Scaling Rectified Flow Transformers for High-Resolution Image Synthesis.
Capabilities of Stable Diffusion 3 (SD3)
Though we know very little about the capabilities of stable diffusion 3, here is what we can interpret based on the sample results shared:
Multi-Subject Prompt Handling
In text-to-image generation, multi-subject prompts include detailed descriptions of scenes, compositions, or scenarios involving more than one object, person, or concept. These prompts provide rich and complex information for the model to generate corresponding images that accurately represent the described scene or scenario. Handling multi-subject prompts effectively requires the text-to-image model to understand and interpret the relationships between different subjects mentioned in the prompt to generate coherent and realistic images.
Prompt
A painting of an astronaut riding a pig wearing a tutu holding a pink umbrella, on the ground next to the pig is a robin bird wearing a top hat, and in the corner are the words "stable diffusion"
SD3 Output
Text Rendering
SD3 works well in accurately rendering text within generated images, ensuring that textual elements such as fonts, styles, and sizes are represented properly. This capability enhances the integration of text-based descriptions into the generated imagery, contributing to a seamless and cohesive visual narrative.
Prompt
Graffiti on the wall with the text "When SD3?"
SD3 Output
Fine Detail Representation
SD3 delivers superior image quality compared to previous models. This improvement ensures that the generated images are more detailed, realistic, and visually appealing.
Prompt
Studio photograph closeup of a chameleon over a black background
SD3 Output
Prompt Adherence
SD3 demonstrates strong adherence to provided prompts, ensuring that the generated images accurately reflect the details and specifications outlined in the input text. This enhances the creation of desired visual content with minimal deviation from the intended concept or scene.
Prompt
Night photo of a sports car with the text "SD3" on the side, the car is on a race track at high speed, a huge road sign with the text "faster"
SD3 Output
Photorealism
SD3 excels in producing images with high fidelity and photorealism, surpassing previous iterations in capturing fine details and textures. Its generated images closely resemble real-world photographs or hand-drawn artwork, imbuing them with a sense of authenticity.
Prompt
Fisheye lens photo where waves hit a lighthouse in Scotland, black waves.
SD3 Output
Performance of Stable Diffusion 3
Based on comprehensive evaluations comparing Stable Diffusion 3 with various open and closed-source text-to-image generation models, including SDXL, SDXL Turbo, Stable Cascade, Playground v2.5, Pixart-α, DALL·E 3, Midjourney v6, and Ideogram v1, SD3 emerges as a standout performer across multiple criteria.

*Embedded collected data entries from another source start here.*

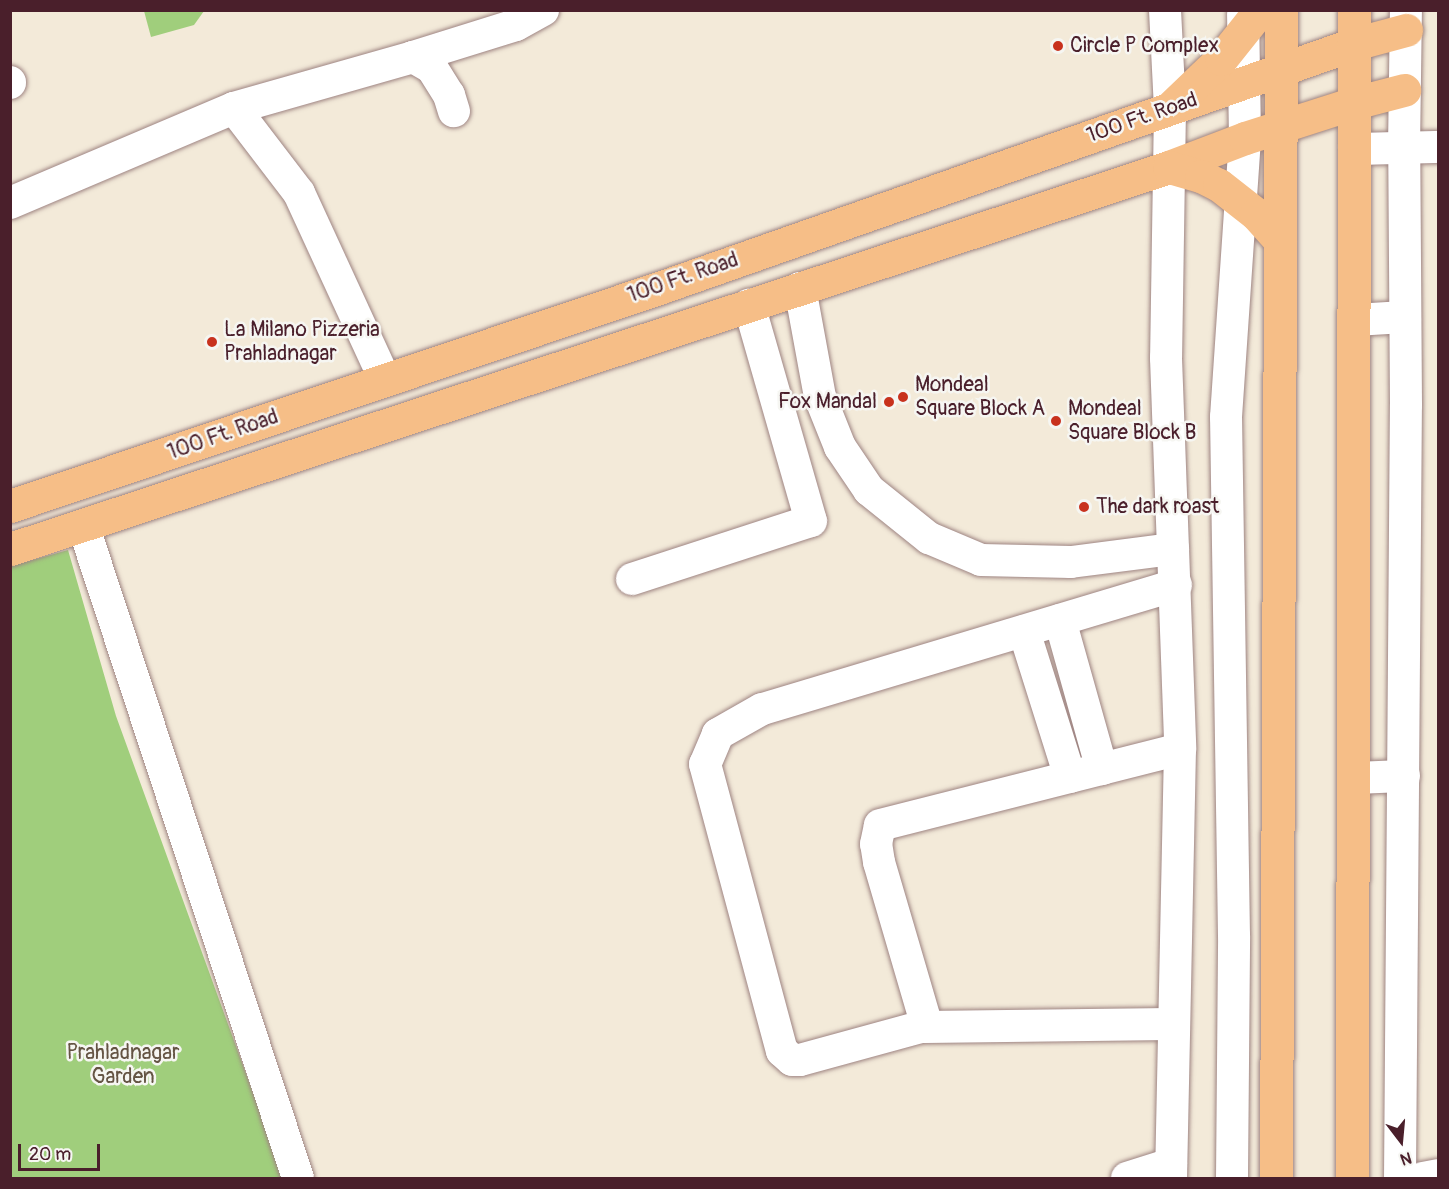 <!DOCTYPE html>
<style>
body{margin:0}
#map{position:relative;width:1449px;height:1189px;overflow:hidden;background:#f3ead9;font-family:Pangolin,sans-serif}
div>[style]{position:absolute}
.green>*{inset:0;background:#a0ce7c}
.roads{filter:drop-shadow(0 0 2px #9e8482) drop-shadow(0 0 2px #9e8482)}
.minor>*{height:32px;margin:-16px;padding:0 16px;transform-origin:16px;border-radius:16px;background:#fff}
.major>*{height:33px;margin:-16.5px;padding:0 16.5px;transform-origin:16.5px;border-radius:16.5px;background:#f6be87}
.highway>*{height:33px;margin:-16.5px;padding:0 16.5px;transform-origin:16.5px;border-radius:16.5px;background:#f6be87}
.dots>*{width:16px;height:16px;translate:-50% -50%;box-sizing:border-box;border:3px solid #f6f6f2;border-radius:50%}
span{translate:-50% -50%;white-space:nowrap;text-align:center;line-height:1.15;-webkit-text-stroke:5px #f6f6f2;paint-order:stroke}
.poi-label{font-size:21px;color:#4a1f2b}
.left{translate:0 -50%;text-align:left}
.right{translate:-100% -50%;text-align:right}
.street-label{font-size:21px;color:#4a1f2b}
.park-label{font-size:21px;color:#645443}
.frame{position:absolute;inset:0;border:12px solid #4a1f2b;pointer-events:none}
.north{position:absolute;left:1371px;top:1111px;width:60px;height:60px;-webkit-text-stroke:4px #f6f6f2;paint-order:stroke;rotate:164deg;font-size:16px;font-weight:700;line-height:24px;text-align:center;color:#4a1f2b}
.north::after{content:'';display:block;margin:auto;width:21px;height:27px;background:#4a1f2b;clip-path:polygon(50% 0,100% 100%,50% 72%,0 100%)}
.scale{position:absolute;left:18px;top:1144px;width:82px;height:27px;box-sizing:border-box;border:3px solid #4a1f2b;border-top:0;padding-left:8px;font-size:18px;line-height:21px;white-space:nowrap;color:#4a1f2b;-webkit-text-stroke:4px #f6f6f2;paint-order:stroke}
</style>
<div id="map">
<div class="green">
<div style="clip-path:polygon(144px 11px,144px 10px,204px 11px,194px 25px,151px 37px)"></div>
<div style="clip-path:polygon(68px 550px,116px 716px,284px 1178px,11px 1178px,11px 566px)"></div>
</div>
<div class="roads">
<div class="minor">
<div style="left:1165px;top:10px;width:98px;rotate:87.1deg"></div>
<div style="left:1170px;top:108px;width:250px;rotate:90.9deg"></div>
<div style="left:1166px;top:358px;width:391px;rotate:87.9deg"></div>
<div style="left:1180px;top:749px;width:429px;rotate:91.2deg"></div>
<div style="left:413px;top:57px;width:108px;rotate:-17.3deg"></div>
<div style="left:516px;top:25px;width:31px;rotate:-29deg"></div>
<div style="left:10px;top:82px;width:1px;rotate:90deg"></div>
<div style="left:234px;top:108px;width:186px;rotate:-15.9deg"></div>
<div style="left:413px;top:57px;width:22px;rotate:30deg"></div>
<div style="left:432px;top:68px;width:32px;rotate:58deg"></div>
<div style="left:449px;top:95px;width:17px;rotate:73deg"></div>
<div style="left:1354px;top:149px;width:84px;rotate:-1.4deg"></div>
<div style="left:10px;top:203px;width:243px;rotate:-23deg"></div>
<div style="left:234px;top:108px;width:107px;rotate:52.6deg"></div>
<div style="left:299px;top:193px;width:206px;rotate:65.3deg"></div>
<div style="left:800px;top:288px;width:111px;rotate:79.6deg"></div>
<div style="left:820px;top:397px;width:54px;rotate:68.2deg"></div>
<div style="left:840px;top:447px;width:52px;rotate:56deg"></div>
<div style="left:869px;top:490px;width:77px;rotate:38.7deg"></div>
<div style="left:929px;top:538px;width:56px;rotate:22.9deg"></div>
<div style="left:981px;top:560px;width:90px;rotate:1.3deg"></div>
<div style="left:1071px;top:562px;width:103px;rotate:-7.3deg"></div>
<div style="left:1354px;top:320px;width:51px;rotate:-3.4deg"></div>
<div style="left:83px;top:525px;width:687px;rotate:71.78deg"></div>
<div style="left:632px;top:579px;width:188px;rotate:-18deg"></div>
<div style="left:811px;top:521px;width:225px;rotate:-106deg"></div>
<div style="left:1176px;top:585px;width:432px;rotate:163.3deg"></div>
<div style="left:762px;top:709px;width:51px;rotate:150.4deg"></div>
<div style="left:718px;top:734px;width:33px;rotate:113deg"></div>
<div style="left:705px;top:764px;width:297px;rotate:75deg"></div>
<div style="left:782px;top:1051px;width:13px;rotate:42deg"></div>
<div style="left:792px;top:1060px;width:8px"></div>
<div style="left:800px;top:1060px;width:125px;rotate:-15.3deg"></div>
<div style="left:921px;top:1027px;width:11px;rotate:-75deg"></div>
<div style="left:924px;top:1016px;width:160px;rotate:-106.3deg"></div>
<div style="left:879px;top:862px;width:18px;rotate:-99deg"></div>
<div style="left:876px;top:844px;width:19px;rotate:-78deg"></div>
<div style="left:880px;top:825px;width:309px;rotate:-14.2deg"></div>
<div style="left:1060px;top:620px;width:155px;rotate:74.3deg"></div>
<div style="left:1024px;top:631px;width:153px;rotate:72.5deg"></div>
<div style="left:1354px;top:778px;width:50px;rotate:-2.3deg"></div>
<div style="left:921px;top:1027px;width:253px;rotate:-0.7deg"></div>
<div style="left:1127px;top:1178px;width:46px;rotate:-17.7deg"></div>
<div style="left:1232px;top:1178px;width:242px;rotate:-89.5deg"></div>
<div style="left:1234px;top:936px;width:519px;rotate:-90.88deg"></div>
<div style="left:1226px;top:417px;width:280px;rotate:-86.1deg"></div>
<div style="left:1245px;top:138px;width:124px;rotate:-90.9deg"></div>
<div style="left:1400px;top:1178px;width:773px;rotate:-89.56deg"></div>
<div style="left:1406px;top:405px;width:256px;rotate:-90.4deg"></div>
<div style="left:1404px;top:149px;width:139px;rotate:-89.2deg"></div>
<div style="left:1423px;top:1178px;width:15px;rotate:-11deg"></div>
</div>
<div class="major">
<div style="left:10px;top:506px;width:685px;rotate:-18.57deg"></div>
<div style="left:659px;top:288px;width:737px;rotate:-19.35deg"></div>
<div style="left:1354px;top:44px;width:54px;rotate:-15.1deg"></div>
<div style="left:10px;top:549px;width:1220px;rotate:-18.24deg"></div>
<div style="left:1169px;top:167px;width:81px;rotate:-20.9deg"></div>
<div style="left:1245px;top:138px;width:114px;rotate:-17.8deg"></div>
<div style="left:1354px;top:103px;width:52px;rotate:-14.6deg"></div>
</div>
<div class="highway">
<div style="left:1170px;top:108px;width:71px;rotate:-43.9deg"></div>
<div style="left:1221px;top:59px;width:63px;rotate:-51.5deg"></div>
<div style="left:1169px;top:167px;width:33px;rotate:16deg"></div>
<div style="left:1201px;top:176px;width:20px;rotate:27deg"></div>
<div style="left:1219px;top:185px;width:47px;rotate:38.1deg"></div>
<div style="left:1256px;top:214px;width:36px;rotate:48deg"></div>
<div style="left:1276px;top:1178px;width:1168px;rotate:-89.75deg"></div>
<div style="left:1352px;top:1178px;width:1168px;rotate:-89.9deg"></div>
</div>
</div>
<div class="dots">
<div style="left:1058px;top:46px;background:#c8321e"></div>
<div style="left:212px;top:342px;background:#c8321e"></div>
<div style="left:903px;top:397px;background:#c8321e"></div>
<div style="left:889px;top:402px;background:#c8321e"></div>
<div style="left:1056px;top:421px;background:#c8321e"></div>
<div style="left:1084px;top:507px;background:#c8321e"></div>
</div>
<div class="poi-label">
<span class="left" style="left:1070px;top:46px">Circle P Complex</span>
<span class="left" style="left:224px;top:342px">La Milano Pizzeria<br>Prahladnagar</span>
<span class="left" style="left:915px;top:397px">Mondeal<br>Square Block A</span>
<span class="right" style="left:877px;top:402px">Fox Mandal</span>
<span class="left" style="left:1068px;top:421px">Mondeal<br>Square Block B</span>
<span class="left" style="left:1096px;top:507px">The dark roast</span>
</div>
<div class="street-label">
<span style="left:1142px;top:118px;rotate:-19deg">100 Ft. Road</span>
<span style="left:683px;top:278px;rotate:-19deg">100 Ft. Road</span>
<span style="left:223px;top:435px;rotate:-19deg">100 Ft. Road</span>
</div>
<div class="park-label">
<span style="left:123px;top:1065px">Prahladnagar<br>Garden</span>
</div>
<div class="frame"></div>
<div class="north">N</div>
<div class="scale">20 m</div>
</div>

Human evaluators assessed output images from each model based on prompt following, typography quality, and visual aesthetics. In all these areas, Stable Diffusion 3 either matches or surpasses current state-of-the-art text-to-image generation systems.
Comparison of baseline SD3 against other SOTA text-to-image generation models
Even in early, unoptimized inference tests on consumer hardware, the largest SD3 model with 8B parameters demonstrates impressive performance, states Stability AI. It fits within the 24GB VRAM of an RTX 4090 and generates a 1024x1024 resolution image in just 34 seconds using 50 sampling steps.

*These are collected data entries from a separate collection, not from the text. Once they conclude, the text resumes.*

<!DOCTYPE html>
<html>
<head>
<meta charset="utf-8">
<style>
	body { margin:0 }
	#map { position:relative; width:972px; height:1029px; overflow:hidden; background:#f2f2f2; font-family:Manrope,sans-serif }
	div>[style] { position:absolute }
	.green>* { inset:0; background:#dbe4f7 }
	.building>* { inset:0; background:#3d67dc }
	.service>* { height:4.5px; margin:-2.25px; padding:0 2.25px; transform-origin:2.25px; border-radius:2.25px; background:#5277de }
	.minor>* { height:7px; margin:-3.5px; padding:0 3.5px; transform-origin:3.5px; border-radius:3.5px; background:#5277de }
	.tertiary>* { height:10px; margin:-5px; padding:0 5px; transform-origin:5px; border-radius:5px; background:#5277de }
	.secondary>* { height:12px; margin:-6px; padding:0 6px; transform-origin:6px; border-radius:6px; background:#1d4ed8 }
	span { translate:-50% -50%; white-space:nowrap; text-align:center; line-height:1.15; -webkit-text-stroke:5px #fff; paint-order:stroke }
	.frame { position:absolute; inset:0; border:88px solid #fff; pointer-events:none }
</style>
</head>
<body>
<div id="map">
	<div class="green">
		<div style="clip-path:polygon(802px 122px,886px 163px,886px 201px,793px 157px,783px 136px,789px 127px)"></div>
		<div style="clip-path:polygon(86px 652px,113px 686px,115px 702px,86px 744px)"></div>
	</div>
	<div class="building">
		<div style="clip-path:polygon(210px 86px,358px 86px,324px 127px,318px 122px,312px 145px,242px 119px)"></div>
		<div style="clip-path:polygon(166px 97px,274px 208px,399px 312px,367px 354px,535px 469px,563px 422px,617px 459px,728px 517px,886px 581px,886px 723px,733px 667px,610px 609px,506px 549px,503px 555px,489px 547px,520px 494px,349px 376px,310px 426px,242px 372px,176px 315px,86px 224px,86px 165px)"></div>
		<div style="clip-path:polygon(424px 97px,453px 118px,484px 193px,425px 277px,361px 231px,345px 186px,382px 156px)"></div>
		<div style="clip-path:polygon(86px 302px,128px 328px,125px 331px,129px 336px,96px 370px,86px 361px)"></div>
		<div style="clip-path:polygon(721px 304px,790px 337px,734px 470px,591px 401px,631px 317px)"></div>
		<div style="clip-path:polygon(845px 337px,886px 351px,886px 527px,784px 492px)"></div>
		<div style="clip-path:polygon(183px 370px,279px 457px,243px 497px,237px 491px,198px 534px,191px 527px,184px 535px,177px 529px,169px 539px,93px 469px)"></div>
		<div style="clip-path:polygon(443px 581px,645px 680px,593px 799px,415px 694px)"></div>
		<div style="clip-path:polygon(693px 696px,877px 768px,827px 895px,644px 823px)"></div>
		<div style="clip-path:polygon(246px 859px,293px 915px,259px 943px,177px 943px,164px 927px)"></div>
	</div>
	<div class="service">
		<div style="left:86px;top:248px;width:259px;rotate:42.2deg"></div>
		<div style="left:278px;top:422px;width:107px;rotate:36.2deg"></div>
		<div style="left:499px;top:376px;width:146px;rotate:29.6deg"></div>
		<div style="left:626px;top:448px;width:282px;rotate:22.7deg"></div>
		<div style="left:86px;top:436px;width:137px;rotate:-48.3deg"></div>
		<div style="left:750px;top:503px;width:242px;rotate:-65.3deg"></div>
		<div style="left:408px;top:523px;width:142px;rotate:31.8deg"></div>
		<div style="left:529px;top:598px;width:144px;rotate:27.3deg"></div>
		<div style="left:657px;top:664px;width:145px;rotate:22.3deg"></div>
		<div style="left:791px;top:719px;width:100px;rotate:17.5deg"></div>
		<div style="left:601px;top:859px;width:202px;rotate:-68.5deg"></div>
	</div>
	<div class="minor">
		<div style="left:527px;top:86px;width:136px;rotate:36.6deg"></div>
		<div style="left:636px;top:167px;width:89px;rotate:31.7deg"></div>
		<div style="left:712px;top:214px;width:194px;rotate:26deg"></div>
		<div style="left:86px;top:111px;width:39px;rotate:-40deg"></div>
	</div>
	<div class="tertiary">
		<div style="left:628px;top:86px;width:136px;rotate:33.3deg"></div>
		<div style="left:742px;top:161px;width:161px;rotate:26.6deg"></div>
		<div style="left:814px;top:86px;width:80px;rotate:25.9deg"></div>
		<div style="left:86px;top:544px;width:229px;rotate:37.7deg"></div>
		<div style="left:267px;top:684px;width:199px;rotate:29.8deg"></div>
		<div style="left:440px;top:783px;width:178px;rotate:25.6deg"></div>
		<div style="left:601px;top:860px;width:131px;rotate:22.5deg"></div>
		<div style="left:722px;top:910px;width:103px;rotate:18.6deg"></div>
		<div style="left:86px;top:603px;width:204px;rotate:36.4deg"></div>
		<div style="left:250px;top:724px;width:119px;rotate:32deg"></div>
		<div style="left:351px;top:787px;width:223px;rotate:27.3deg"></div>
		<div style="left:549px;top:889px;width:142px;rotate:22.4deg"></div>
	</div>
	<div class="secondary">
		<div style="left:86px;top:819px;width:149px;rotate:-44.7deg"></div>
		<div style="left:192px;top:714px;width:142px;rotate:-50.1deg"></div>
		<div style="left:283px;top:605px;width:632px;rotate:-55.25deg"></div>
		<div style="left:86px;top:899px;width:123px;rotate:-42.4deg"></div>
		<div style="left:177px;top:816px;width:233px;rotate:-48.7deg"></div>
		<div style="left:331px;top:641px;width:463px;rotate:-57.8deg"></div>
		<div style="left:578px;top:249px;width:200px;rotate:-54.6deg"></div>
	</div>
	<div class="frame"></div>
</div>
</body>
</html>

Stability AI also states that the initial release of Stable Diffusion 3 will offer multiple variations, ranging from 800 million to 8 billion parameter models, to ensure accessibility and eliminate hardware barriers for users.
Comparative Performance Analysis: Stable Diffusion 3, Dalle-3, and Midjourney
Here are the few experiments we carried out to compare the three popular text-to-image generation models based on the results shared by Stability AI.
Text Generation Prompt
Epic anime artwork of a wizard atop a mountain at night casting a cosmic spell into the dark sky that says "Stable Diffusion 3" made out of colorful energy
Text Generation Output - Stable Diffusion 3 (SD 3)
Text Generation Output - Dalle-3
Text Generation Output - Midjourney
Multi-Subject Prompt
Resting on the kitchen table is an embroidered cloth with the text 'good night' and an embroidered baby tiger. Next to the cloth, there is a lit candle. The lighting is dim and dramatic.
Multi-Subject Text Prompt Output - Stable Diffusion 3 (SD 3)
Multi-Subject Prompt Output - Dalle-3
Multi-Subject Prompt Output - Midjourney
Text Stylization Prompt
Photo of a 90's desktop computer on a work desk, on the computer screen it says "welcome". On the wall in the background we see beautiful graffiti with the text "SD3" very large on the wall.
Text Stylization Prompt Output - Stable Diffusion 3
Dalle-3
Midjourney
SD3: Responsible AI Practices
As Stable Diffusion plans on releasing the model weights and training procedure as open source shortly, it commits to safe and responsible AI practices at every stage. From the model's initial training to its testing, evaluation, and eventual release, SD3 aims to prevent its misuse by bad actors.
To uphold these standards, SD3 has implemented various safeguards in preparation for the early preview of Stable Diffusion 3. These measures include continuous collaboration with researchers, experts, and the community to innovate further with integrity. Through this ongoing collaboration, SD3 aims to ensure that its generative AI remains open, safe, and universally accessible.
Potential Drawbacks
The Stable Diffusion 3 models have made significant advancements, but they still could have some limitations. The paper doesn’t mention any limitations of the models. But here are some possible limitations that are common in text-to-image generation models:
Fidelity and Realism
Generated images may lack fidelity and realism compared to real-world photographs or hand-drawn artwork. Fine details and textures may not be accurately represented, resulting in images that appear artificial or "uncanny."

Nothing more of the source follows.